• [PROBLEM TO SOLVE]:
Check each line of the listing below for "rows" and state how many lines contain it, with no other words.
BEGIN
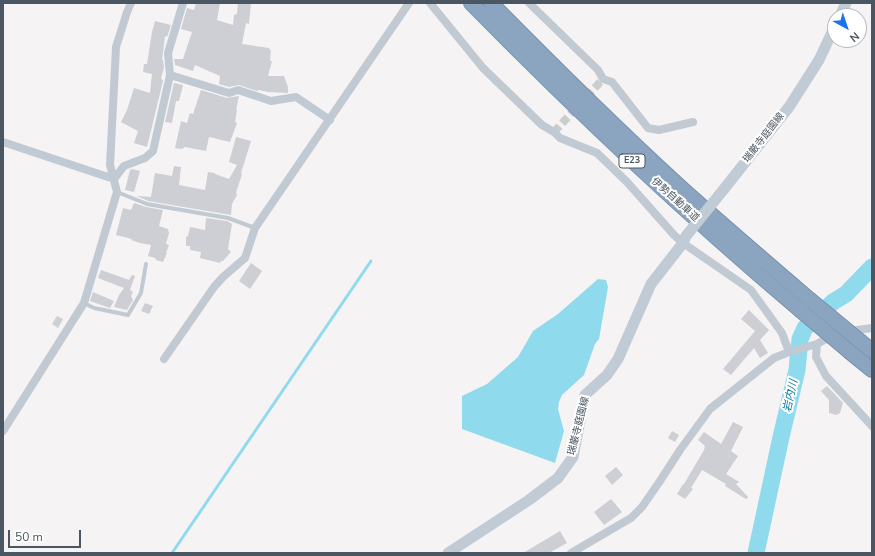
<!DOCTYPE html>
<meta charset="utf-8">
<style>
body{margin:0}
#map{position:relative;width:875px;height:556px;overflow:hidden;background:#f5f3f3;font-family:"Nunito Sans",sans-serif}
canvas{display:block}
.frame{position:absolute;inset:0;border:4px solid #4a5661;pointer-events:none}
.north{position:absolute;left:827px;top:8px;width:40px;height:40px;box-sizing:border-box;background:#fff;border:1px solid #b7bbc0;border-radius:50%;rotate:140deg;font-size:11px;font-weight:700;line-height:16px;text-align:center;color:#4a5661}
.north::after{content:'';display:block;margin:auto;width:14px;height:18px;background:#1a73e8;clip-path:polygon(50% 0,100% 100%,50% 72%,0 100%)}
.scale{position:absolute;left:8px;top:530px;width:73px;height:18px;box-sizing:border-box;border:2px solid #4a5661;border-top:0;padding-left:5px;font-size:12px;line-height:14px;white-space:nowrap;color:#4a5661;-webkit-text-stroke:3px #fff;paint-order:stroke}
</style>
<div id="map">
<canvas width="875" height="556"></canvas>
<div class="frame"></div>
<div class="north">N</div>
<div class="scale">50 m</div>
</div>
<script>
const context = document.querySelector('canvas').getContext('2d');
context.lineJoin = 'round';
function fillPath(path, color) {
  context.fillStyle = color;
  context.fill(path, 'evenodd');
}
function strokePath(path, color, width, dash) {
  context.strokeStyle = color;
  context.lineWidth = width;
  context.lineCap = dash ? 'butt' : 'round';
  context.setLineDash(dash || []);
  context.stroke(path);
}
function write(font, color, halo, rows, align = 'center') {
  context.font = font + ' "Nunito Sans","Noto Sans JP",sans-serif';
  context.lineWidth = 4;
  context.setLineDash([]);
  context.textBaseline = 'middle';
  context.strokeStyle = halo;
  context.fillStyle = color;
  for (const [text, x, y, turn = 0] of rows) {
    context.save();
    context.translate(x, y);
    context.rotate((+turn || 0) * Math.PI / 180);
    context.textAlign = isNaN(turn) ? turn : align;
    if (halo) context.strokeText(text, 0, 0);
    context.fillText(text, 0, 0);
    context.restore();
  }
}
fillPath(new Path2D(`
 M598 279 606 280 608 287 599 339 595 344 584 375 562 395 559 402 558 409 564 431 555 463 462 429V396L487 384 518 357 533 331 558 314Z`), '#90daee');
strokePath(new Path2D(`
 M172 553 371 261`), '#90daee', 3);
strokePath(new Path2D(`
 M756 553 781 437 797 370 800 339 805 328 833 302 846 294 872 267`), '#90daee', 17);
fillPath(new Path2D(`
 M196 3H220L217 20 233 25 234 15 237 14 238 3H251L249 24 246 23 242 44 269 48 271 51 270 61H272L268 76H284L288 87V93L268 92 259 90 257 91 239 85 229 87 219 84 220 76 195 65 193 71 175 65 174 59H183L192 32 181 29 187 8 194 10Z
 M155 21 171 25 167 37 165 36 162 60H163L164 68 161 78 163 81 147 147 134 143 138 131 121 122 127 110 134 88 150 93 152 74 143 72 144 64H147L152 32Z
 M174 83 183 85 179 101H176L172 123 165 122Z
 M201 90 227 98 239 96 236 110H237L235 122 237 123 230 142 209 137 206 151 185 147 182 149 175 148 181 121 187 123 190 113 193 114Z
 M236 137 251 141 241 173 242 174 236 193 237 195 232 204 231 215 148 201 137 196 151 197 155 173 172 176 174 166 181 167 179 185 205 190 208 172 215 173V174L229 179 237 165 229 162Z
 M132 169 140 171 134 192 125 190 130 170Z
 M134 203 146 207 163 210 159 226 168 229 169 233 166 244 169 245 166 253H167L163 262 156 260 155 258 148 256 151 245 140 243 131 240 132 239 116 235 123 208 131 210Z
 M206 218 227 221 232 224 228 249 231 252 223 261H221L220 263 200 258 201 252 190 250V246H186V237L188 236 190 227 205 230Z
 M251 263 262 271 250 289 239 281Z
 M101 270 129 280 132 275 135 276 130 290 133 292 131 296 133 300 127 310 114 307 119 295 124 288 98 278Z
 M93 292 114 301 110 308 90 301Z
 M145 303 153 306 149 314 141 311Z
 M749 310 769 330 760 340 768 353 760 358 754 348 731 375 723 369 755 331 741 319Z
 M57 316 63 319 58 328 52 324Z
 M827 386 843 403 840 413 836 415 829 413V400L821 391Z
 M733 422 743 427 731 451 738 456 726 474 739 482 736 484 748 497 746 499 725 486 726 484 702 470 691 488 693 489 685 499 677 494 683 484H684L704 450 705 446 698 440 704 432 721 444Z
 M672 431 679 435 675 442 668 438Z
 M616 467 623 475 612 485 605 476Z
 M611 499 622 512 604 525 594 512Z
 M560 531 567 543 549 553H523Z`), '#cdcfd5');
strokePath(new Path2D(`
 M554 132 603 79`), '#caccce', 8, [8, 4]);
const highway = new Path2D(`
 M471 3C576 110 685 213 800 310
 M491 3C552 65 614 126 678 185 721 224 765 261 809 299
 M861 342 872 351
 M851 353 872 370`);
strokePath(highway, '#7690ad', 16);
strokePath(new Path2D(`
 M117 192 147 204 228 218 255 228
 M84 303 94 308 128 315 141 293 146 264`), '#c1cad2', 4);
strokePath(new Path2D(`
 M430 3 483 68 542 125 554 132 560 138 597 153 627 182 674 235 683 243 751 290 782 333 789 352
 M529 3 598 70 603 79 612 82 648 128 659 130 693 122
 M170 75 229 93 238 90 271 101 296 97 330 120
 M3 142 114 179
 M114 179 124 166 145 158 153 151 170 75 168 53 183 3
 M848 332 857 330 872 328
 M817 344 816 357 826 376 872 426
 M164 359 214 287 223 277 245 258 255 228 409 3
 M3 431 84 303 117 192 110 165 116 47 127 12 131 3
 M571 553 631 518 642 507 660 481 680 450 710 409 774 358 789 352 817 344 824 340 833 337`), '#c1cad2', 8);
strokePath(new Path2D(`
 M840 16 846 3
 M724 189 789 107 819 60 835 26
 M448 553 529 500 558 478 573 457 585 395 607 375 618 359 651 284 683 243`), '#c1cbd6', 11);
strokePath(highway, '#8ba5c1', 14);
const highwayBridge = new Path2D(`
 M809 299 861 342
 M800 310 851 353`);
strokePath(highwayBridge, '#7690ad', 16, []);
strokePath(new Path2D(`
 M683 243 686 236 724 189`), '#c1cbd6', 11);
strokePath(highwayBridge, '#8ba5c1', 14);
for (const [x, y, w] of [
 [632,161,26]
]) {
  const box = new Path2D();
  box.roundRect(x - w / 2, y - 7, w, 14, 3);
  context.fillStyle = '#fff';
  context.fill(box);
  strokePath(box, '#4a5661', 1);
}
write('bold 9px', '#4a5661', null, [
 ["E23",632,161]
]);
write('10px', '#4a5661', '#fff', [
 ["瑞厳寺庭園線",764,138,-52],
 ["伊勢自動車道",675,200,42],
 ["瑞巌寺庭園線",579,426,-76]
]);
write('italic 11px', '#0c7c9b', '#fff', [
 ["岩内川",791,396,-77]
]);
</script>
END
• [OUTPUT FOR THIS TASK]:
2